*Work to complete*
Please reproduce all of the lines below, word for word and in full.

Start of Records for the task

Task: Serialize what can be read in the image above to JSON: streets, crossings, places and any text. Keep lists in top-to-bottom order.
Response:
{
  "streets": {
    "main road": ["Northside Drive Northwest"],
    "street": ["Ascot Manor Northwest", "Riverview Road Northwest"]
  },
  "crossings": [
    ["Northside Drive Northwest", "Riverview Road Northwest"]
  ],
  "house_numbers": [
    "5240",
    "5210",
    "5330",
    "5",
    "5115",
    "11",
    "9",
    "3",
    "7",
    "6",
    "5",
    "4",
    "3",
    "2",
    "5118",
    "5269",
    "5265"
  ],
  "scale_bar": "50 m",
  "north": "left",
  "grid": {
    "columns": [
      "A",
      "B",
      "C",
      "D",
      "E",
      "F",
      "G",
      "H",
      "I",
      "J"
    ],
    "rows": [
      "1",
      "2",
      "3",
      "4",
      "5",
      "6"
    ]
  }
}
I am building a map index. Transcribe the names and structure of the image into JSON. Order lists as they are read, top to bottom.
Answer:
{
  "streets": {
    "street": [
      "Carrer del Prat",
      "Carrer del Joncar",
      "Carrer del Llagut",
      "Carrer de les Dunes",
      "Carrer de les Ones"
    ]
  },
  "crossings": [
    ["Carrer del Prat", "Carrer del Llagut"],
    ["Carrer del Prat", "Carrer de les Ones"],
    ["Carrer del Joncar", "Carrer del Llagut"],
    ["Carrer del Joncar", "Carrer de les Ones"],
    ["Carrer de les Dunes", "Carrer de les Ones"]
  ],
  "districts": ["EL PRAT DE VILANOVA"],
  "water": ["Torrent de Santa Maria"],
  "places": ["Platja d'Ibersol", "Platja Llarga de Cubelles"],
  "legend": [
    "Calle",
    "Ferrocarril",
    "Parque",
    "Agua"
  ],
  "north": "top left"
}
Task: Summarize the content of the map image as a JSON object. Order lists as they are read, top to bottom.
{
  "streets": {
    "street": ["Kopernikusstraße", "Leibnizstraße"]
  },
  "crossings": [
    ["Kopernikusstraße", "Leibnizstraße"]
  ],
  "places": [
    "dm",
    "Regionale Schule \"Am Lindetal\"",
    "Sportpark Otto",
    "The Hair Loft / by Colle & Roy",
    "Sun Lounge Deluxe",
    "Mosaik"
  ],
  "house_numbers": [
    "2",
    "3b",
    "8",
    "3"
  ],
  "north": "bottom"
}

End of Records for the task

*Answer space*
Task: Serialize what can be read in the image above to JSON: streets, crossings, places and any text. Keep lists in top-to-bottom order.
Response:
{
  "streets": {
    "main road": ["Northside Drive Northwest"],
    "street": ["Ascot Manor Northwest", "Riverview Road Northwest"]
  },
  "crossings": [
    ["Northside Drive Northwest", "Riverview Road Northwest"]
  ],
  "house_numbers": [
    "5240",
    "5210",
    "5330",
    "5",
    "5115",
    "11",
    "9",
    "3",
    "7",
    "6",
    "5",
    "4",
    "3",
    "2",
    "5118",
    "5269",
    "5265"
  ],
  "scale_bar": "50 m",
  "north": "left",
  "grid": {
    "columns": [
      "A",
      "B",
      "C",
      "D",
      "E",
      "F",
      "G",
      "H",
      "I",
      "J"
    ],
    "rows": [
      "1",
      "2",
      "3",
      "4",
      "5",
      "6"
    ]
  }
}
I am building a map index. Transcribe the names and structure of the image into JSON. Order lists as they are read, top to bottom.
Answer:
{
  "streets": {
    "street": [
      "Carrer del Prat",
      "Carrer del Joncar",
      "Carrer del Llagut",
      "Carrer de les Dunes",
      "Carrer de les Ones"
    ]
  },
  "crossings": [
    ["Carrer del Prat", "Carrer del Llagut"],
    ["Carrer del Prat", "Carrer de les Ones"],
    ["Carrer del Joncar", "Carrer del Llagut"],
    ["Carrer del Joncar", "Carrer de les Ones"],
    ["Carrer de les Dunes", "Carrer de les Ones"]
  ],
  "districts": ["EL PRAT DE VILANOVA"],
  "water": ["Torrent de Santa Maria"],
  "places": ["Platja d'Ibersol", "Platja Llarga de Cubelles"],
  "legend": [
    "Calle",
    "Ferrocarril",
    "Parque",
    "Agua"
  ],
  "north": "top left"
}
Task: Summarize the content of the map image as a JSON object. Order lists as they are read, top to bottom.
{
  "streets": {
    "street": ["Kopernikusstraße", "Leibnizstraße"]
  },
  "crossings": [
    ["Kopernikusstraße", "Leibnizstraße"]
  ],
  "places": [
    "dm",
    "Regionale Schule \"Am Lindetal\"",
    "Sportpark Otto",
    "The Hair Loft / by Colle & Roy",
    "Sun Lounge Deluxe",
    "Mosaik"
  ],
  "house_numbers": [
    "2",
    "3b",
    "8",
    "3"
  ],
  "north": "bottom"
}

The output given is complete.